- [Source records]
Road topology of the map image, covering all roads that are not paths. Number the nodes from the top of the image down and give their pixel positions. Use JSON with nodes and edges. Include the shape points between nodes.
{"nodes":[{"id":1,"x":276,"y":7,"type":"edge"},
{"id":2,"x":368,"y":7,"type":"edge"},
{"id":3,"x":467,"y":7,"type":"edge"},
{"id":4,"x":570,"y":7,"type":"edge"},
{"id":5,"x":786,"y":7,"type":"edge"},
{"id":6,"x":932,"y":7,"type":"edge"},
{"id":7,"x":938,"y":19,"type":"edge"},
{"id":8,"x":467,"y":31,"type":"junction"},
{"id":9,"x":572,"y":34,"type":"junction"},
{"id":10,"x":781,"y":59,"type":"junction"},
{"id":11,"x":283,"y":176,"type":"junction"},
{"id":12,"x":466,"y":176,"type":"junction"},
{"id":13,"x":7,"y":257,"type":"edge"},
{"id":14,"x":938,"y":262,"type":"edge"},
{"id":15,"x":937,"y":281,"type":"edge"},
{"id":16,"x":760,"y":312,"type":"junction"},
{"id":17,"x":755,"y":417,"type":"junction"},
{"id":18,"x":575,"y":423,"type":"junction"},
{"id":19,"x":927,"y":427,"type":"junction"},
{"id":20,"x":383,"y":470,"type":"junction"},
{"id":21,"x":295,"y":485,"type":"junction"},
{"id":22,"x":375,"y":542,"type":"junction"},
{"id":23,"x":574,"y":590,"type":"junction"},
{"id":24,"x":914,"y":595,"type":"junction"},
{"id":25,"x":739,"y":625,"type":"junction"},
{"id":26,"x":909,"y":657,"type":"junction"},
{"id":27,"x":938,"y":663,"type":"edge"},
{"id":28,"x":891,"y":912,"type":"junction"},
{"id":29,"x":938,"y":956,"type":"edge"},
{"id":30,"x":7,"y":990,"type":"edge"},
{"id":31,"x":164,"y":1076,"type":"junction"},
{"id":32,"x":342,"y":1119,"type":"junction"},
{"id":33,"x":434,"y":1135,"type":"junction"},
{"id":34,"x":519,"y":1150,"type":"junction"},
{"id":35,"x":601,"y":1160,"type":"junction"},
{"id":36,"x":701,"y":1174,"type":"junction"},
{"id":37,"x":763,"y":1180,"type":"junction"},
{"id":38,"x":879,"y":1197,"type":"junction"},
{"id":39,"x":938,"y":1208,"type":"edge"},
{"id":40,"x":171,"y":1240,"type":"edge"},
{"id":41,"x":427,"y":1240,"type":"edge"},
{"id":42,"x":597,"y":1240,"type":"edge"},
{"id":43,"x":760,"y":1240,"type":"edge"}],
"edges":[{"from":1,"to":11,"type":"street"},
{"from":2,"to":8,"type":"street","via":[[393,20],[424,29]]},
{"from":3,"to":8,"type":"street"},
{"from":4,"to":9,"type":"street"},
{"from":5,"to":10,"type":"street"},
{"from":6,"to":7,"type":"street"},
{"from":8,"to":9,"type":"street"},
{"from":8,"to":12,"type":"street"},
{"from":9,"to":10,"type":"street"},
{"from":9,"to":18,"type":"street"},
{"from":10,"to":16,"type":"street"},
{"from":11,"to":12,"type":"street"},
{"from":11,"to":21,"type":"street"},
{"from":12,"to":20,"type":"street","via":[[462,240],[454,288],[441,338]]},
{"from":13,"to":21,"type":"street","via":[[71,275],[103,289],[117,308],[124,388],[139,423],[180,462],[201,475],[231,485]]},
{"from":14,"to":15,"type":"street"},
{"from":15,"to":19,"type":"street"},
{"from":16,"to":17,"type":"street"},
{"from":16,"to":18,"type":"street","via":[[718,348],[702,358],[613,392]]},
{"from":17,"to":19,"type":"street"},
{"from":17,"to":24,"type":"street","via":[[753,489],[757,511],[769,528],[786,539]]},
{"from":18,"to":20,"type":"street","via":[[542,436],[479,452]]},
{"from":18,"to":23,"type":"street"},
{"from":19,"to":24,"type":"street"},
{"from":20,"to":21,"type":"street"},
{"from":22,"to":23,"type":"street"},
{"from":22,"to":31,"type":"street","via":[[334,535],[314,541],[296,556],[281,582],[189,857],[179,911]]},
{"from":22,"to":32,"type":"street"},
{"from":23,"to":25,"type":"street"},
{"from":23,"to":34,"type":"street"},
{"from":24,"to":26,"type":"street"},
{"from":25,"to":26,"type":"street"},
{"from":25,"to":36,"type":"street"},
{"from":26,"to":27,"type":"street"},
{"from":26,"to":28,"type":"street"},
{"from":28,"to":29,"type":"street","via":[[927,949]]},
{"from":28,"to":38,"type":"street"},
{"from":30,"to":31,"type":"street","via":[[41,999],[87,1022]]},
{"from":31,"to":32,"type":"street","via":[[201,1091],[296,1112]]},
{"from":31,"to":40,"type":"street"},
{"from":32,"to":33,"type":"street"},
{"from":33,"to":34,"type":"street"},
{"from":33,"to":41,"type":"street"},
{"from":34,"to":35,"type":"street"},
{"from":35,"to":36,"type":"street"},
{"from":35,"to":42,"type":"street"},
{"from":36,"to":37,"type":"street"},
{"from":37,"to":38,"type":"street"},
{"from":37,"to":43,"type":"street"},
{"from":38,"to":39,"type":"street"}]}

- [Required work] Please give back all of the material above exactly as it was written.

- [Response area]
Road topology of the map image, covering all roads that are not paths. Number the nodes from the top of the image down and give their pixel positions. Use JSON with nodes and edges. Include the shape points between nodes.
{"nodes":[{"id":1,"x":276,"y":7,"type":"edge"},
{"id":2,"x":368,"y":7,"type":"edge"},
{"id":3,"x":467,"y":7,"type":"edge"},
{"id":4,"x":570,"y":7,"type":"edge"},
{"id":5,"x":786,"y":7,"type":"edge"},
{"id":6,"x":932,"y":7,"type":"edge"},
{"id":7,"x":938,"y":19,"type":"edge"},
{"id":8,"x":467,"y":31,"type":"junction"},
{"id":9,"x":572,"y":34,"type":"junction"},
{"id":10,"x":781,"y":59,"type":"junction"},
{"id":11,"x":283,"y":176,"type":"junction"},
{"id":12,"x":466,"y":176,"type":"junction"},
{"id":13,"x":7,"y":257,"type":"edge"},
{"id":14,"x":938,"y":262,"type":"edge"},
{"id":15,"x":937,"y":281,"type":"edge"},
{"id":16,"x":760,"y":312,"type":"junction"},
{"id":17,"x":755,"y":417,"type":"junction"},
{"id":18,"x":575,"y":423,"type":"junction"},
{"id":19,"x":927,"y":427,"type":"junction"},
{"id":20,"x":383,"y":470,"type":"junction"},
{"id":21,"x":295,"y":485,"type":"junction"},
{"id":22,"x":375,"y":542,"type":"junction"},
{"id":23,"x":574,"y":590,"type":"junction"},
{"id":24,"x":914,"y":595,"type":"junction"},
{"id":25,"x":739,"y":625,"type":"junction"},
{"id":26,"x":909,"y":657,"type":"junction"},
{"id":27,"x":938,"y":663,"type":"edge"},
{"id":28,"x":891,"y":912,"type":"junction"},
{"id":29,"x":938,"y":956,"type":"edge"},
{"id":30,"x":7,"y":990,"type":"edge"},
{"id":31,"x":164,"y":1076,"type":"junction"},
{"id":32,"x":342,"y":1119,"type":"junction"},
{"id":33,"x":434,"y":1135,"type":"junction"},
{"id":34,"x":519,"y":1150,"type":"junction"},
{"id":35,"x":601,"y":1160,"type":"junction"},
{"id":36,"x":701,"y":1174,"type":"junction"},
{"id":37,"x":763,"y":1180,"type":"junction"},
{"id":38,"x":879,"y":1197,"type":"junction"},
{"id":39,"x":938,"y":1208,"type":"edge"},
{"id":40,"x":171,"y":1240,"type":"edge"},
{"id":41,"x":427,"y":1240,"type":"edge"},
{"id":42,"x":597,"y":1240,"type":"edge"},
{"id":43,"x":760,"y":1240,"type":"edge"}],
"edges":[{"from":1,"to":11,"type":"street"},
{"from":2,"to":8,"type":"street","via":[[393,20],[424,29]]},
{"from":3,"to":8,"type":"street"},
{"from":4,"to":9,"type":"street"},
{"from":5,"to":10,"type":"street"},
{"from":6,"to":7,"type":"street"},
{"from":8,"to":9,"type":"street"},
{"from":8,"to":12,"type":"street"},
{"from":9,"to":10,"type":"street"},
{"from":9,"to":18,"type":"street"},
{"from":10,"to":16,"type":"street"},
{"from":11,"to":12,"type":"street"},
{"from":11,"to":21,"type":"street"},
{"from":12,"to":20,"type":"street","via":[[462,240],[454,288],[441,338]]},
{"from":13,"to":21,"type":"street","via":[[71,275],[103,289],[117,308],[124,388],[139,423],[180,462],[201,475],[231,485]]},
{"from":14,"to":15,"type":"street"},
{"from":15,"to":19,"type":"street"},
{"from":16,"to":17,"type":"street"},
{"from":16,"to":18,"type":"street","via":[[718,348],[702,358],[613,392]]},
{"from":17,"to":19,"type":"street"},
{"from":17,"to":24,"type":"street","via":[[753,489],[757,511],[769,528],[786,539]]},
{"from":18,"to":20,"type":"street","via":[[542,436],[479,452]]},
{"from":18,"to":23,"type":"street"},
{"from":19,"to":24,"type":"street"},
{"from":20,"to":21,"type":"street"},
{"from":22,"to":23,"type":"street"},
{"from":22,"to":31,"type":"street","via":[[334,535],[314,541],[296,556],[281,582],[189,857],[179,911]]},
{"from":22,"to":32,"type":"street"},
{"from":23,"to":25,"type":"street"},
{"from":23,"to":34,"type":"street"},
{"from":24,"to":26,"type":"street"},
{"from":25,"to":26,"type":"street"},
{"from":25,"to":36,"type":"street"},
{"from":26,"to":27,"type":"street"},
{"from":26,"to":28,"type":"street"},
{"from":28,"to":29,"type":"street","via":[[927,949]]},
{"from":28,"to":38,"type":"street"},
{"from":30,"to":31,"type":"street","via":[[41,999],[87,1022]]},
{"from":31,"to":32,"type":"street","via":[[201,1091],[296,1112]]},
{"from":31,"to":40,"type":"street"},
{"from":32,"to":33,"type":"street"},
{"from":33,"to":34,"type":"street"},
{"from":33,"to":41,"type":"street"},
{"from":34,"to":35,"type":"street"},
{"from":35,"to":36,"type":"street"},
{"from":35,"to":42,"type":"street"},
{"from":36,"to":37,"type":"street"},
{"from":37,"to":38,"type":"street"},
{"from":37,"to":43,"type":"street"},
{"from":38,"to":39,"type":"street"}]}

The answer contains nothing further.